32  torch.compile Deep Dive

Understanding PyTorch’s JIT Compiler


One line of code. Up to 2x speedup. No model changes.

torch.compile is PyTorch’s answer to framework performance. Understanding how it works helps you get the most from it.

32.1 The Compilation Stack

When you call torch.compile(model), PyTorch invokes a sophisticated compilation pipeline:

Your PyTorch Code
       ↓
  TorchDynamo (Graph Capture)
       ↓
  AOTAutograd (Backward Graph)
       ↓
  TorchInductor (Code Generation)
       ↓
  Triton/C++/CUDA Kernels

Each stage transforms your code into increasingly optimized representations.

32.2 TorchDynamo: Graph Capture

32.2.1 The Problem with Eager Mode

PyTorch’s eager execution is flexible but slow:

def eager_forward(x, weight):
    # Each line is a separate kernel launch
    y = x @ weight        # Kernel 1
    y = y + bias          # Kernel 2
    y = torch.relu(y)     # Kernel 3
    y = y * scale         # Kernel 4
    return y              # 4 kernel launches, 4 memory round-trips

Every operation: 1. Launches a CUDA kernel 2. Writes output to global memory 3. Returns to Python

Overhead: Kernel launch latency + memory bandwidth + Python interpreter.

32.2.2 How Dynamo Works

TorchDynamo traces Python bytecode to capture operations:

import torch._dynamo as dynamo

def my_function(x):
    y = x * 2
    if y.sum() > 0:  # Dynamic control flow!
        y = y + 1
    return y

# Dynamo traces through Python bytecode
explained = dynamo.explain(my_function, torch.randn(10))
print(explained)

# Output shows:
# - Which operations were captured as a graph
# - Where graph breaks occurred
# - Why breaks happened

32.2.3 Graph Breaks

Some Python operations can’t be captured:

def problematic(x):
    y = x * 2  # ✓ Captured

    # Graph break: Python print
    print(f"Shape: {y.shape}")

    z = y + 1  # ✓ New graph starts
    return z

Common graph break causes: 1. print() statements 2. Python data structures (lists, dicts with tensor values) 3. Unsupported operations 4. Dynamic control flow that can’t be specialized

Debugging breaks:

import torch._dynamo as dynamo

# See all graph breaks
dynamo.config.verbose = True

# Or use explain()
explanation = dynamo.explain(model, sample_input)
print(explanation)

32.2.4 Specialization and Guards

Dynamo creates specialized graphs with “guards”:

def func(x, multiplier):
    return x * multiplier

# First call: captures graph assuming multiplier=2
y = compiled_func(torch.randn(10), 2)

# Guard: "multiplier == 2"
# If guard fails, recompile

y = compiled_func(torch.randn(10), 3)  # Guard fails → recompile

Shape specialization:

# Default: specialize on exact shapes
model = torch.compile(model)
model(torch.randn(32, 128))  # Compiles for shape [32, 128]
model(torch.randn(64, 128))  # Recompiles for [64, 128]

# Dynamic shapes: more flexible
model = torch.compile(model, dynamic=True)
model(torch.randn(32, 128))  # Compiles with symbolic shapes
model(torch.randn(64, 128))  # Reuses same compiled code

32.3 AOTAutograd: Backward Graph Capture

32.3.1 Ahead-of-Time Autograd

Standard PyTorch builds the backward graph during forward.
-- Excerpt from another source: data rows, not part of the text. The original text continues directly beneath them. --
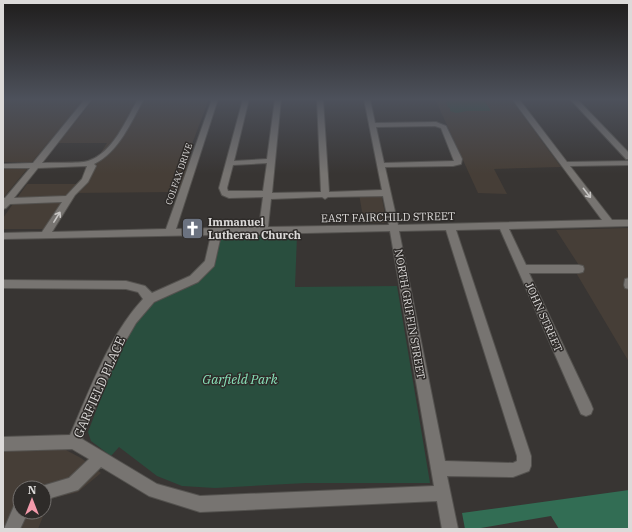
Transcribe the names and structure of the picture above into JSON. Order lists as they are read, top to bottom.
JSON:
{
  "streets": {
    "street": [
      "COLFAX DRIVE",
      "EAST FAIRCHILD STREET",
      "NORTH GRIFFIN STREET",
      "JOHN STREET",
      "GARFIELD PLACE"
    ]
  },
  "crossings": [
    ["COLFAX DRIVE", "EAST FAIRCHILD STREET"],
    ["EAST FAIRCHILD STREET", "NORTH GRIFFIN STREET"],
    ["EAST FAIRCHILD STREET", "JOHN STREET"],
    ["EAST FAIRCHILD STREET", "GARFIELD PLACE"],
    ["NORTH GRIFFIN STREET", "GARFIELD PLACE"]
  ],
  "parks": ["Garfield Park"],
  "places": {
    "church": ["Immanuel Lutheran Church"]
  },
  "north": "top"
}
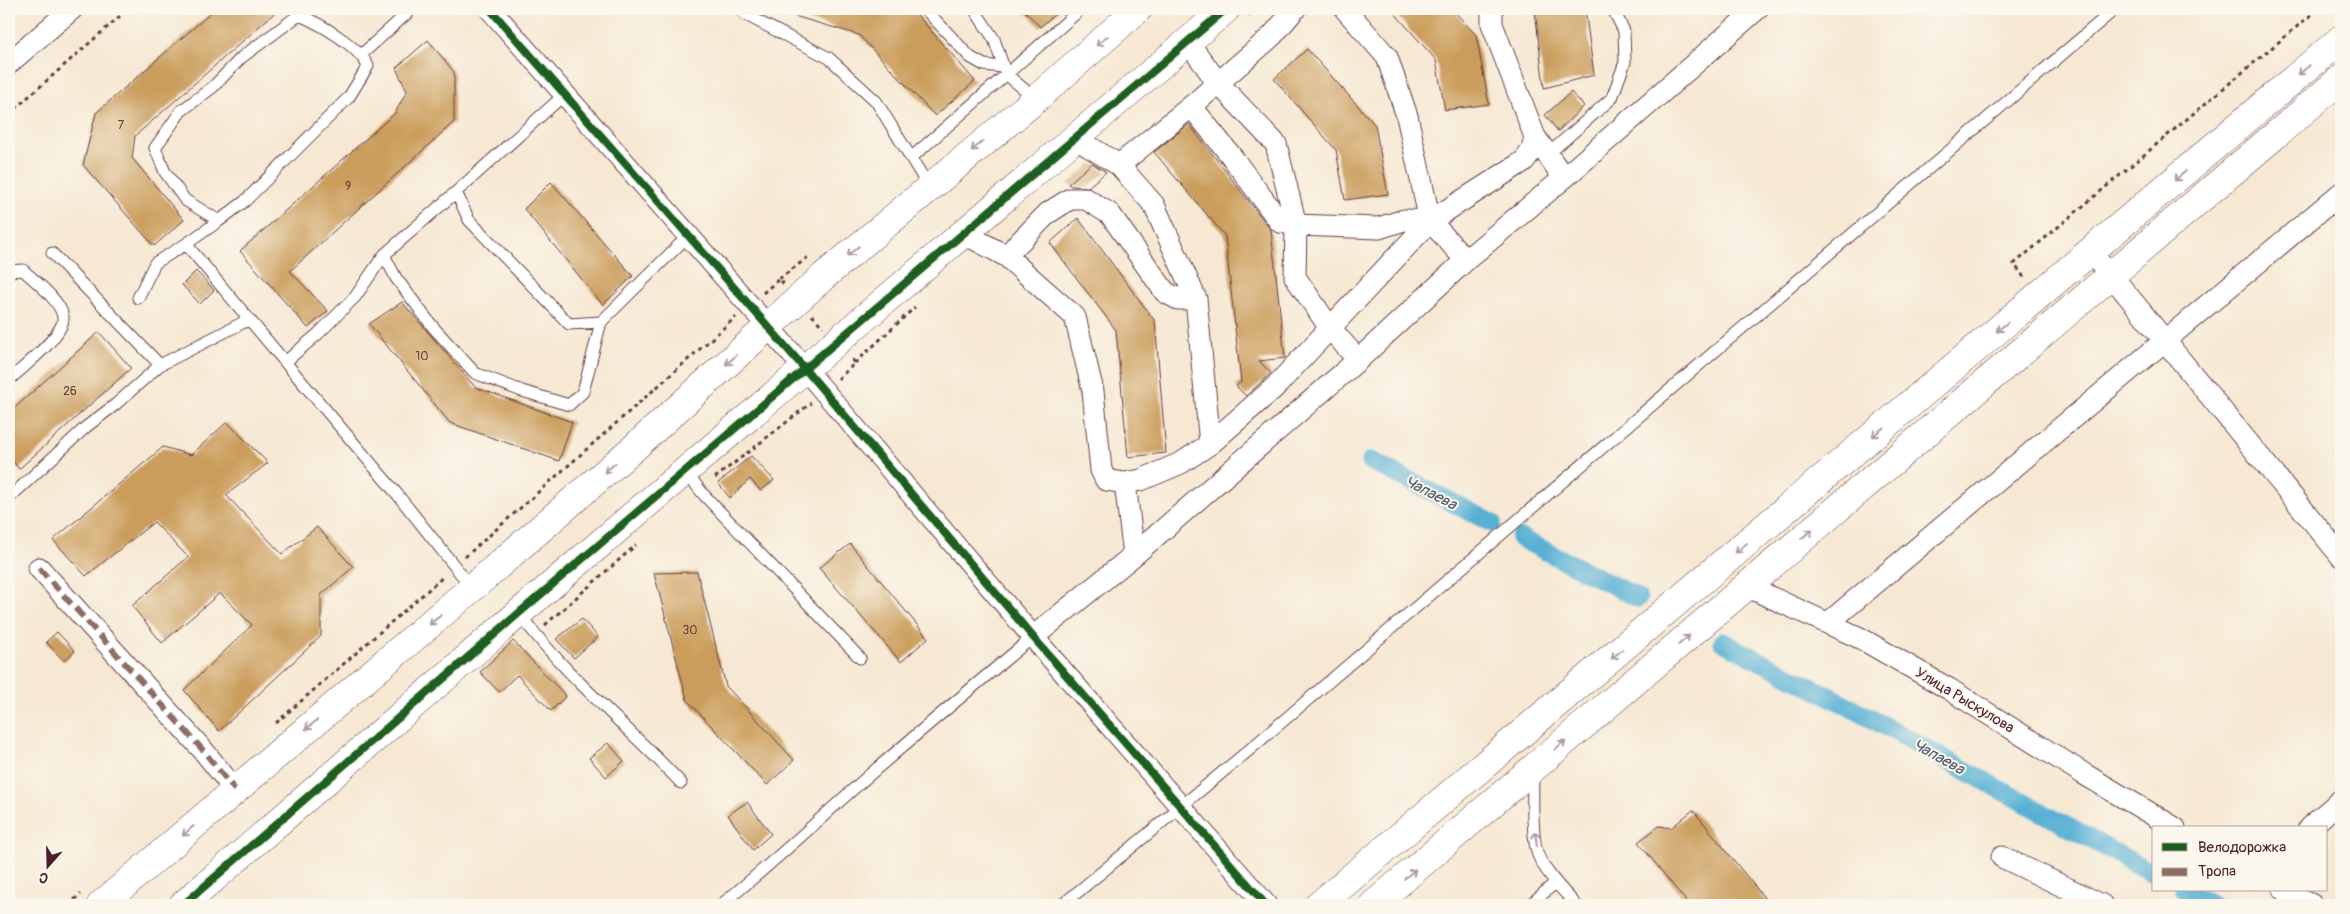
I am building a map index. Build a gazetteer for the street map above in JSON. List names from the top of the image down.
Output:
{
  "streets": {
    "street": ["Улица Рыскулова"]
  },
  "water": ["Чапаева"],
  "house_numbers": [
    "7",
    "9",
    "10",
    "26",
    "30"
  ],
  "legend": ["Велодорожка", "Тропа"],
  "north": "bottom"
}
AOTAutograd captures both:

# Conceptually:
def aot_transform(forward_fn):
    # Trace forward
    forward_graph = trace(forward_fn)

    # Generate backward graph from forward
    backward_graph = generate_backward(forward_graph)

    # Compile both
    compiled_forward = compile(forward_graph)
    compiled_backward = compile(backward_graph)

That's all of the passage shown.